Project Details
16-581, TR-712
07/01/16
06/30/25
Iowa Department of Transportation
Iowa Highway Research Board
Researchers
Kyle Riding
Professor, University of Florida
Charles Jahren
About the research
This Phase II project contained two parts. Part A focused on the investigation of the characteristics and thermal properties of commonly used slags in Iowa cementitious materials and their effects on adiabatic temperature rise (ATR) in Iowa mass concrete structures. A new hydration model for slag-containing cementitious materials and a three-parameter ATR prediction model were developed and validated. These models were incorporated into the ConcreteWorks software, significantly improving its thermal predictions for mass concrete with slag. Part B focused on the development of a new seal slab component in the ConcreteWorks software. This new component is simple, user friendly, and well-integrated into the existing ConcreteWorks software and enables the prediction of the temperature profile of a bridge footing placed on a seal slab.

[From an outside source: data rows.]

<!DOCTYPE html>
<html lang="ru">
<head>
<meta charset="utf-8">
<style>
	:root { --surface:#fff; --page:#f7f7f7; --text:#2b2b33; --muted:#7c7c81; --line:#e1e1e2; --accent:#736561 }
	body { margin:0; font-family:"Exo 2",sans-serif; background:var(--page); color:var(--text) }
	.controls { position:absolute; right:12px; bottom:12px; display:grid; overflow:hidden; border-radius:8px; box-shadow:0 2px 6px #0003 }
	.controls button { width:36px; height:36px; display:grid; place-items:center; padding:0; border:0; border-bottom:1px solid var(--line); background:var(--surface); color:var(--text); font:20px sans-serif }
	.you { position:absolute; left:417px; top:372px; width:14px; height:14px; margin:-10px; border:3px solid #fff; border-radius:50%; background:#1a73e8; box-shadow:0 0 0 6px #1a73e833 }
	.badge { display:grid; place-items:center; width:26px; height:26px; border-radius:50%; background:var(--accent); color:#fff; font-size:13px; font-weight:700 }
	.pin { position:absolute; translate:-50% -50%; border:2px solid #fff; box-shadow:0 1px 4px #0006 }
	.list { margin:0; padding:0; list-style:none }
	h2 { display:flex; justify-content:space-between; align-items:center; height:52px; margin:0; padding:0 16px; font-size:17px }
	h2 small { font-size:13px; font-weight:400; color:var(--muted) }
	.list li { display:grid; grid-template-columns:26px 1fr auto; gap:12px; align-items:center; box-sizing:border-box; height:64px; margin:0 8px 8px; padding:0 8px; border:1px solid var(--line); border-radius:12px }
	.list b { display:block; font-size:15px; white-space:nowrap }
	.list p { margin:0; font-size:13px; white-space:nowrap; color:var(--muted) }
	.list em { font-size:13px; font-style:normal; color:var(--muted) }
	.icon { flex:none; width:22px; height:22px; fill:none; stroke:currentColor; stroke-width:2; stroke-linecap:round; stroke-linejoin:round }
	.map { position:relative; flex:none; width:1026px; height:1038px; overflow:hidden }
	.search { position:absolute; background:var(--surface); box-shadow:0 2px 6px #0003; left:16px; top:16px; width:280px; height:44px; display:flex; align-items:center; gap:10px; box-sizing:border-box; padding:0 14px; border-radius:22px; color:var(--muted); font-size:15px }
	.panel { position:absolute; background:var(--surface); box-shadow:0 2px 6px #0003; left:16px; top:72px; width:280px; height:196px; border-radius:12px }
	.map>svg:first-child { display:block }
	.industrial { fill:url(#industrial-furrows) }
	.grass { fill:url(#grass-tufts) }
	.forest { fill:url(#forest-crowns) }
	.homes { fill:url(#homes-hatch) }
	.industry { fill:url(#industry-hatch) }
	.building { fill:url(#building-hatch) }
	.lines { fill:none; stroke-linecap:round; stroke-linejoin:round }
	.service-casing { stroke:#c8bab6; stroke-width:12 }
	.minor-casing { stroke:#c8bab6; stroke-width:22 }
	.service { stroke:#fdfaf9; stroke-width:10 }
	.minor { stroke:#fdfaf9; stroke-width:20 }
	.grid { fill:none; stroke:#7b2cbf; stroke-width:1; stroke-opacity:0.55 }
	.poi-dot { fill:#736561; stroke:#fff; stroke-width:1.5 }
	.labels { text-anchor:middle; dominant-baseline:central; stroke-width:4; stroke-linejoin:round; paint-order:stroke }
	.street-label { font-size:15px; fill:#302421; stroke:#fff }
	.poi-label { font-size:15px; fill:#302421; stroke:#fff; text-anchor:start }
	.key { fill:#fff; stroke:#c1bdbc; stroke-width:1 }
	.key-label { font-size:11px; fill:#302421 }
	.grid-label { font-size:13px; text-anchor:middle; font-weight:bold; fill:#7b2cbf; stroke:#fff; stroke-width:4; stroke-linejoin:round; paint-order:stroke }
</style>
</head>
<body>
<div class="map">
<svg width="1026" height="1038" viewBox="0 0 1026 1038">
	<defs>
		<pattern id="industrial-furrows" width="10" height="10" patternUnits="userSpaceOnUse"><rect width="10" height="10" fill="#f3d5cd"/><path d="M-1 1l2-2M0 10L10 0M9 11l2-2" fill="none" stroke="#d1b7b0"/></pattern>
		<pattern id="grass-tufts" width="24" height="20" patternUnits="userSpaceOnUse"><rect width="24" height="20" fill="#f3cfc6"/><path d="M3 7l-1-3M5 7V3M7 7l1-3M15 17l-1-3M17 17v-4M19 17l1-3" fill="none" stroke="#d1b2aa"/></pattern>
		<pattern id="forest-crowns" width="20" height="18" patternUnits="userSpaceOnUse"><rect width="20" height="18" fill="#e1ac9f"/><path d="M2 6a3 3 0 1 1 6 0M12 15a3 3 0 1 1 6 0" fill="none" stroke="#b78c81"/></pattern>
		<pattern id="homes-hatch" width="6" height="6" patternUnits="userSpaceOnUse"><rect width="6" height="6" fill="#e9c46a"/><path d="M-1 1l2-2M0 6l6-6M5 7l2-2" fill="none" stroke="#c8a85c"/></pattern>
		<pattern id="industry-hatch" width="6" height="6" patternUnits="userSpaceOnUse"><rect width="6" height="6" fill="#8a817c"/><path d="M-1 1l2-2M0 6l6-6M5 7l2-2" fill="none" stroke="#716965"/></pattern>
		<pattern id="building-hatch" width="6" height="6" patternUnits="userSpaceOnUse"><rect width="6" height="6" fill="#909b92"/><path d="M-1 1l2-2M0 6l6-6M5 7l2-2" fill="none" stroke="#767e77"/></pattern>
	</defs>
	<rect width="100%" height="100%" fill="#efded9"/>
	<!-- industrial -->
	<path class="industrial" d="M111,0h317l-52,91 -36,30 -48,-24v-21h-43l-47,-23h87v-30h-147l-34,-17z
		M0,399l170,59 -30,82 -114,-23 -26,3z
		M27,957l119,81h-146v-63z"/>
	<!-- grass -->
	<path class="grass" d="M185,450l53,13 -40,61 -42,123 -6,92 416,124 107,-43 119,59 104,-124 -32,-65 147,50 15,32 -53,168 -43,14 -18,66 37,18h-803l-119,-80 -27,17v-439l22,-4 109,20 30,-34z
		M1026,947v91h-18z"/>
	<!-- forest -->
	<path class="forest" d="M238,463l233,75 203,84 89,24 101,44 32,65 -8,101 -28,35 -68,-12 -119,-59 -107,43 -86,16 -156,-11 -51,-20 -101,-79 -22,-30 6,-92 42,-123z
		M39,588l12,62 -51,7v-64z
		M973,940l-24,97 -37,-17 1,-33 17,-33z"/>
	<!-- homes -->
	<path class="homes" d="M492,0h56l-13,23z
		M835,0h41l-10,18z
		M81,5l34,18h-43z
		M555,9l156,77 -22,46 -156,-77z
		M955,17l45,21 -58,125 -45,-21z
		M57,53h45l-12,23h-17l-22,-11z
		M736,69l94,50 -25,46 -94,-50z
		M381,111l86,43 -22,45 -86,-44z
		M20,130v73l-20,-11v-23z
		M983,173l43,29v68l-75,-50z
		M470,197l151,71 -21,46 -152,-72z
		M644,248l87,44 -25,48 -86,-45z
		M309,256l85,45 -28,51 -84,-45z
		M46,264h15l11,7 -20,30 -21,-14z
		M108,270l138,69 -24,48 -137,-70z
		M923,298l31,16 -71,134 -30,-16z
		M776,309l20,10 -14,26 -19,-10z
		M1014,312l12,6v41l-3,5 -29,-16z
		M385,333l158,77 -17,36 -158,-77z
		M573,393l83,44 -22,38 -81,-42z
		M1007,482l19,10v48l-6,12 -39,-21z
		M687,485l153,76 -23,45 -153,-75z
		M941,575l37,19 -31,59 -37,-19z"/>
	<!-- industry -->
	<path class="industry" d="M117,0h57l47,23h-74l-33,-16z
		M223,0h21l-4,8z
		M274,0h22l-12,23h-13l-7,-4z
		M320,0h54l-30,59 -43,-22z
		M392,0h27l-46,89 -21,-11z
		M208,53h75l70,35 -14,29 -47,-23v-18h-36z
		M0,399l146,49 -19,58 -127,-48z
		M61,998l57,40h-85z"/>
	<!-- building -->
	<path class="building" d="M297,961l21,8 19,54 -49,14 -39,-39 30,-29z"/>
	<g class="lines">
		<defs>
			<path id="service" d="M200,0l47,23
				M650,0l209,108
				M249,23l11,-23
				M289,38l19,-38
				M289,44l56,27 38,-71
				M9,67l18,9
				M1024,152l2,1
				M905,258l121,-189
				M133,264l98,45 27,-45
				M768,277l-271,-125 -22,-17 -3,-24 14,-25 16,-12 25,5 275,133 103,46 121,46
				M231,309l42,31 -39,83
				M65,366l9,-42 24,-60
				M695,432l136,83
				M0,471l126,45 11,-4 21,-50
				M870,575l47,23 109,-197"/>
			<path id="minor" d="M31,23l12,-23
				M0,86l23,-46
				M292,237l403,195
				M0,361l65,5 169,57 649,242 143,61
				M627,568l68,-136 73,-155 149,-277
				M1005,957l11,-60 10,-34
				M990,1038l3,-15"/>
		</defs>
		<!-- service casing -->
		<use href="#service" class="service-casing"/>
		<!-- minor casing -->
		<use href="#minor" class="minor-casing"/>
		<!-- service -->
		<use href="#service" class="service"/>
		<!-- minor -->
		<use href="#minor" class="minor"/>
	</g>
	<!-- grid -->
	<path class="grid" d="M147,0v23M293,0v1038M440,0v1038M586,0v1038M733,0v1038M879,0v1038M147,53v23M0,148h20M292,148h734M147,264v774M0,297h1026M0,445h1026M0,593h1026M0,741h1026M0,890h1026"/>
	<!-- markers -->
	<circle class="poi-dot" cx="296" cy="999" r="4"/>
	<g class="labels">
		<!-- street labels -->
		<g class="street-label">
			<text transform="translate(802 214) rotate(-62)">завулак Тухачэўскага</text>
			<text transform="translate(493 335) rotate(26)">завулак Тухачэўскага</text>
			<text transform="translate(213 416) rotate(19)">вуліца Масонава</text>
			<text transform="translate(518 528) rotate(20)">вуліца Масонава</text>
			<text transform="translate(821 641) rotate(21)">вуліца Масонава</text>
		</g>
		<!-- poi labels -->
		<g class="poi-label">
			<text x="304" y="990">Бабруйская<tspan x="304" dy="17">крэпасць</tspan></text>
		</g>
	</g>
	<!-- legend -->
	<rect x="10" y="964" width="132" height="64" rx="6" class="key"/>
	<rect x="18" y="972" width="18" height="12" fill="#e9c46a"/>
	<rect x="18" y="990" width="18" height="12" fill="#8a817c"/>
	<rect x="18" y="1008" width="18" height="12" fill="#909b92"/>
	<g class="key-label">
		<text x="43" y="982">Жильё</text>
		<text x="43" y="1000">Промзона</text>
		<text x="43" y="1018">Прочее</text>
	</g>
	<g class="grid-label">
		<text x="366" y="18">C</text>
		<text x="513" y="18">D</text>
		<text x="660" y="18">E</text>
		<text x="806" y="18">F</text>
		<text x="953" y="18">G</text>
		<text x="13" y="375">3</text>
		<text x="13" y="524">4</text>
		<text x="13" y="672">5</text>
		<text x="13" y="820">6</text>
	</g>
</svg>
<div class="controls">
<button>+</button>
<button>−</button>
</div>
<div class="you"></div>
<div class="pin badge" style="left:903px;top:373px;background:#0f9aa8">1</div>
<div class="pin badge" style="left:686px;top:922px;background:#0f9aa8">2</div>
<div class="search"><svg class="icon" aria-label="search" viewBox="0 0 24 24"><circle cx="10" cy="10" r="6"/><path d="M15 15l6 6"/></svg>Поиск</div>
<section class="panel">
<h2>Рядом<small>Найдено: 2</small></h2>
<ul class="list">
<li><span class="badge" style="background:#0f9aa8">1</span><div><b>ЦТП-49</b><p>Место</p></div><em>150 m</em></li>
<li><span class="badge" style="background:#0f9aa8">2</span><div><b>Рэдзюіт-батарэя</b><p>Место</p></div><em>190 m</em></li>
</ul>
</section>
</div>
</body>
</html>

In Part A, the research included the following: (1) characterizing physical and chemical properties of slags and concrete materials, (2) studying slag’s effect on cement hydration using isothermal calorimetry, (3) evaluating temperature rise in mass concrete with various slag types and dosages using semi-adiabatic calorimetry, (4) testing large concrete blocks with various slag replacements, (5) developing and validating the ATR prediction model for slag concrete, and (6) integrating the models into the ConcreteWorks software. In Part B, the research included the following: (1) developing a new seal slab component in the ConcreteWorks software and (2) conducting trial analyses to investigate the effects of the time of footing placement, the sizes of the footing and seal slab, and environmental conditions on the temperature profile of a bridge footing placed on a seal slab.
The updated ConcreteWorks software now features enhanced input parameters and equations for better heat prediction, confirmed through thermal and sensitivity analyses. The improved slag hydration model, which accurately incorporates slag’s chemical properties, enhances temperature prediction accuracy for concrete containing slag. The maximum core temperature of a footing placed on a seal slab was generally found to be higher than that of a footing with no seal slab. In addition, it was found that a seal slab generally enhances the capacity for heat retention in the footing, keeping the core temperature of the footing high for a longer period.